You can find the new program with mnemonics in this playground: https://codeguppy.com/code.html?simple_vm/vm1_fibonacci
Now, we'll take the opportunity to quickly cover a few tools commonly used when working with machine language code.
Perhaps the most important tool when working with machine language programs is an assembler program.
This program lets users write programs as text files, in easier to use assembly language. Then, the assembler does the heavy lifting by converting the assembly source code into binary data understood by the CPU.
We will attempt to build a simplified assembler program that does the basic job. It will work like this:
let code = `
// Loads value 10 in R0
// and calls Fibonacci routine
MOVV R0, 10
CALL 6
HALT
...
`;
let bytes = asm.assemble(code);
If you want to see the code, please check this playground: https://codeguppy.com/code.html?simple_vm/vm3_assembler
Another useful tool that for working with machine language is a disassembler.
A disassembler takes binary format and outputs its listing in a human-readable way, i.e. in assembly language.
When run on the following program...
let src = asm.disassemble(
[11,0,10,42,6,255,30,0,11,0,0,11,1,1,11,3,1,60,1,10,2,0,20,
2,1,60,2,10,0,1,10,1,2,11,2,1,20,3,2,31,2,30,2,41,3,2,19,31,0,50]
);
… our disassembler should output this:
0 11 0 10 MOVV R0, 10
3 42 6 CALL 6
5 255 HALT
6 30 0 PUSH R0
8 11 0 0 MOVV R0, 0
11 11 1 1 MOVV R1, 1
14 11 3 1 MOVV R3, 1
17 60 6 PRINT R1
19 10 2 0 MOVR R2, R0
22 20 2 1 ADD R2, R1
25 60 6 PRINT R2
27 10 0 1 MOVR R0, R1
30 10 1 2 MOVR R1, R2
33 11 2 1 MOVV R2, 1
36 20 3 2 ADD R3, R2
39 31 2 2 POP R2
41 30 2 PUSH R2
43 41 3 2 19 JL R3, R2, 19
47 31 0 2 POP R0
49 50 RET
The listing contains the memory addresses and binary instructions and associated mnemonic for each instruction in our program.
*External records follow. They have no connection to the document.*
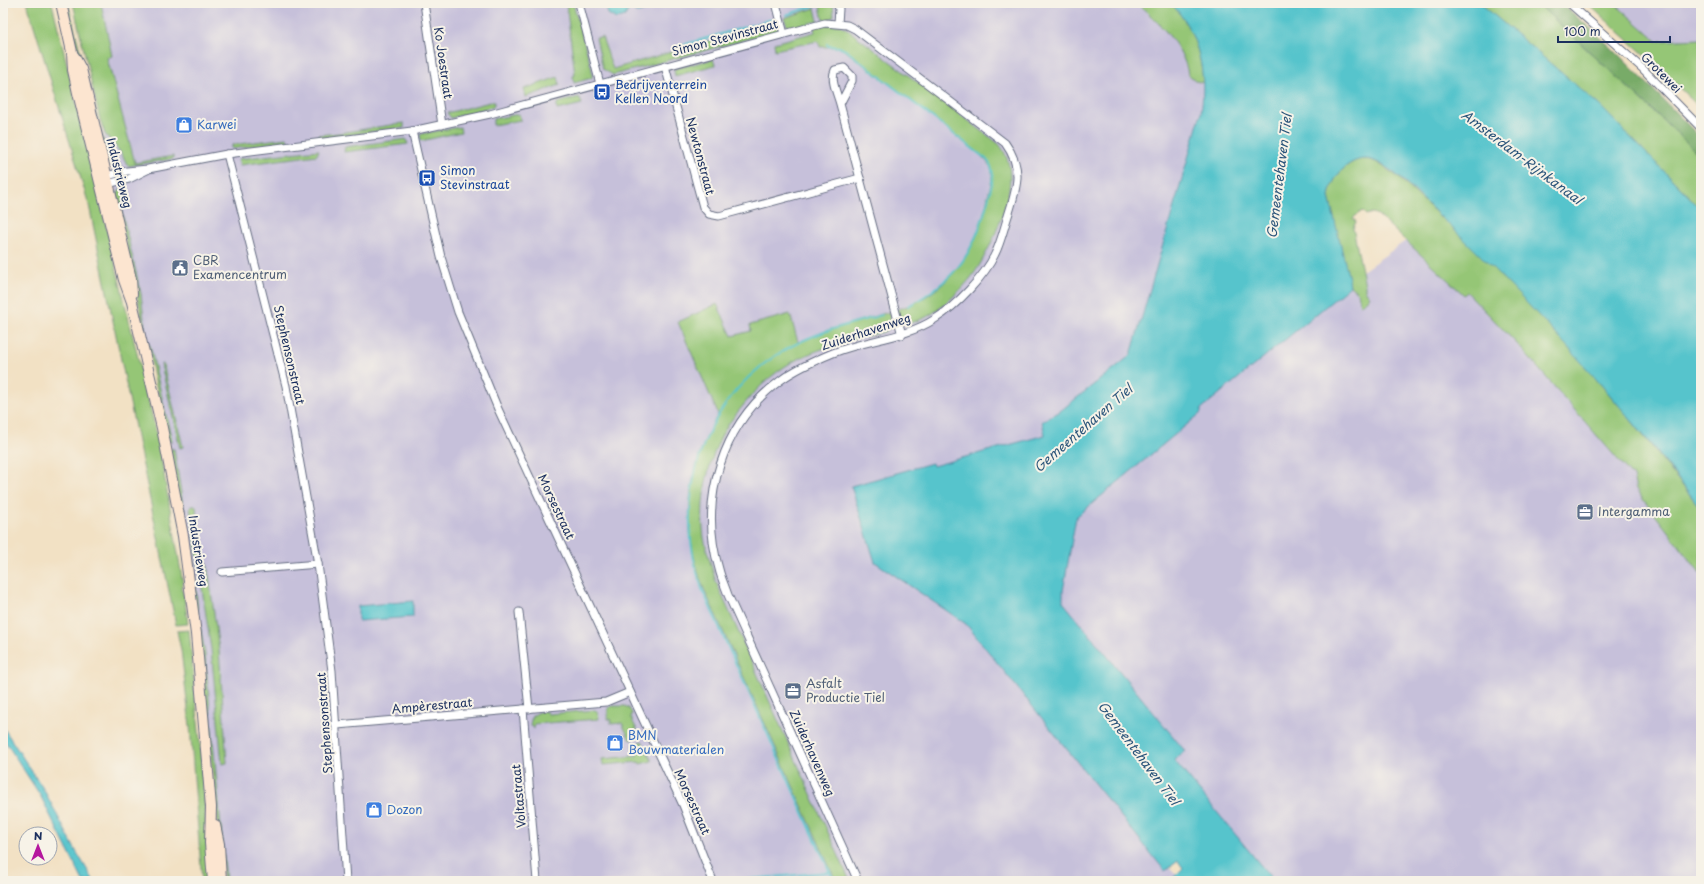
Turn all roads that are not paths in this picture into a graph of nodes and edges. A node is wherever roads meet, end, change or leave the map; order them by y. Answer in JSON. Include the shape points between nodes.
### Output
{"nodes":[{"id":1,"x":61,"y":3,"type":"edge"},
{"id":2,"x":424,"y":3,"type":"edge"},
{"id":3,"x":579,"y":3,"type":"edge"},
{"id":4,"x":776,"y":3,"type":"edge"},
{"id":5,"x":837,"y":3,"type":"edge"},
{"id":6,"x":1569,"y":3,"type":"edge"},
{"id":7,"x":838,"y":23,"type":"junction"},
{"id":8,"x":784,"y":34,"type":"junction"},
{"id":9,"x":665,"y":66,"type":"junction"},
{"id":10,"x":600,"y":84,"type":"junction"},
{"id":11,"x":840,"y":104,"type":"dead end"},
{"id":12,"x":442,"y":125,"type":"junction"},
{"id":13,"x":1701,"y":128,"type":"edge"},
{"id":14,"x":412,"y":131,"type":"junction"},
{"id":15,"x":227,"y":154,"type":"junction"},
{"id":16,"x":860,"y":178,"type":"junction"},
{"id":17,"x":105,"y":181,"type":"junction"},
{"id":18,"x":902,"y":335,"type":"junction"},
{"id":19,"x":318,"y":564,"type":"junction"},
{"id":20,"x":222,"y":572,"type":"dead end"},
{"id":21,"x":519,"y":612,"type":"dead end"},
{"id":22,"x":630,"y":692,"type":"junction"},
{"id":23,"x":526,"y":709,"type":"junction"},
{"id":24,"x":337,"y":725,"type":"junction"},
{"id":25,"x":211,"y":807,"type":"junction"},
{"id":26,"x":213,"y":881,"type":"edge"},
{"id":27,"x":222,"y":881,"type":"edge"},
{"id":28,"x":346,"y":881,"type":"edge"},
{"id":29,"x":537,"y":881,"type":"edge"},
{"id":30,"x":713,"y":881,"type":"edge"},
{"id":31,"x":858,"y":881,"type":"edge"}],
"edges":[{"from":1,"to":17,"type":"main road","name":"Industrieweg","via":[[72,52],[73,70]]},
{"from":2,"to":12,"type":"street","name":"Ko Joestraat"},
{"from":3,"to":10,"type":"street"},
{"from":4,"to":8,"type":"street"},
{"from":5,"to":7,"type":"street"},
{"from":6,"to":13,"type":"street","name":"Grotewei","via":[[1643,69]]},
{"from":7,"to":8,"type":"street","name":"Simon Stevinstraat","via":[[825,23]]},
{"from":7,"to":18,"type":"street","name":"Zuiderhavenweg","via":[[855,29],[1005,143],[1017,167],[1014,196],[995,254],[978,280],[966,294],[936,319]]},
{"from":8,"to":9,"type":"street","name":"Simon Stevinstraat"},
{"from":9,"to":10,"type":"street","name":"Simon Stevinstraat"},
{"from":9,"to":16,"type":"street","name":"Newtonstraat","via":[[703,207],[709,214],[719,216]]},
{"from":10,"to":12,"type":"street","name":"Simon Stevinstraat"},
{"from":11,"to":16,"type":"street"},
{"from":12,"to":14,"type":"street","name":"Simon Stevinstraat"},
{"from":14,"to":15,"type":"street","name":"Simon Stevinstraat"},
{"from":14,"to":22,"type":"street","name":"Morsestraat","via":[[441,258],[458,312],[498,409]]},
{"from":15,"to":17,"type":"street","name":"Simon Stevinstraat","via":[[148,169],[138,176]]},
{"from":15,"to":19,"type":"street","name":"Stephensonstraat","via":[[286,386]]},
{"from":16,"to":18,"type":"street"},
{"from":17,"to":25,"type":"main road","name":"Industrieweg","via":[[124,280],[132,302],[162,428],[183,536],[196,634]]},
{"from":18,"to":31,"type":"street","name":"Zuiderhavenweg","via":[[835,352],[809,363],[782,379],[759,399],[741,420],[725,449],[712,500],[714,547],[718,568],[728,595]]},
{"from":19,"to":20,"type":"street"},
{"from":19,"to":24,"type":"street","name":"Stephensonstraat"},
{"from":21,"to":23,"type":"street"},
{"from":22,"to":23,"type":"street","name":"Ampèrestraat","via":[[606,702]]},
{"from":22,"to":30,"type":"street","name":"Morsestraat","via":[[683,805]]},
{"from":23,"to":24,"type":"street","name":"Ampèrestraat"},
{"from":23,"to":29,"type":"street","name":"Voltastraat"},
{"from":24,"to":28,"type":"street","name":"Stephensonstraat"},
{"from":25,"to":26,"type":"main road","name":"Industrieweg"},
{"from":25,"to":27,"type":"main road","name":"Industrieweg","via":[[219,844]]}]}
To see a very simplistic implementation of a disassembler, please check this playground: https://codeguppy.com/code.html?simple_vm/vm2_disassembler
You're probably wondering how we came up with the assembly program to print the Fibonacci numbers? We first wrote first the algorithm in JavaScript and then convert it step by step to assembler:
Once experienced with writing in assembly, this task can be done in one step. It just requires practice!
Even if there is still a lot of work before emulating a full system, hopefully this provided a basic overview of what it takes to emulate the core of a system – the CPU.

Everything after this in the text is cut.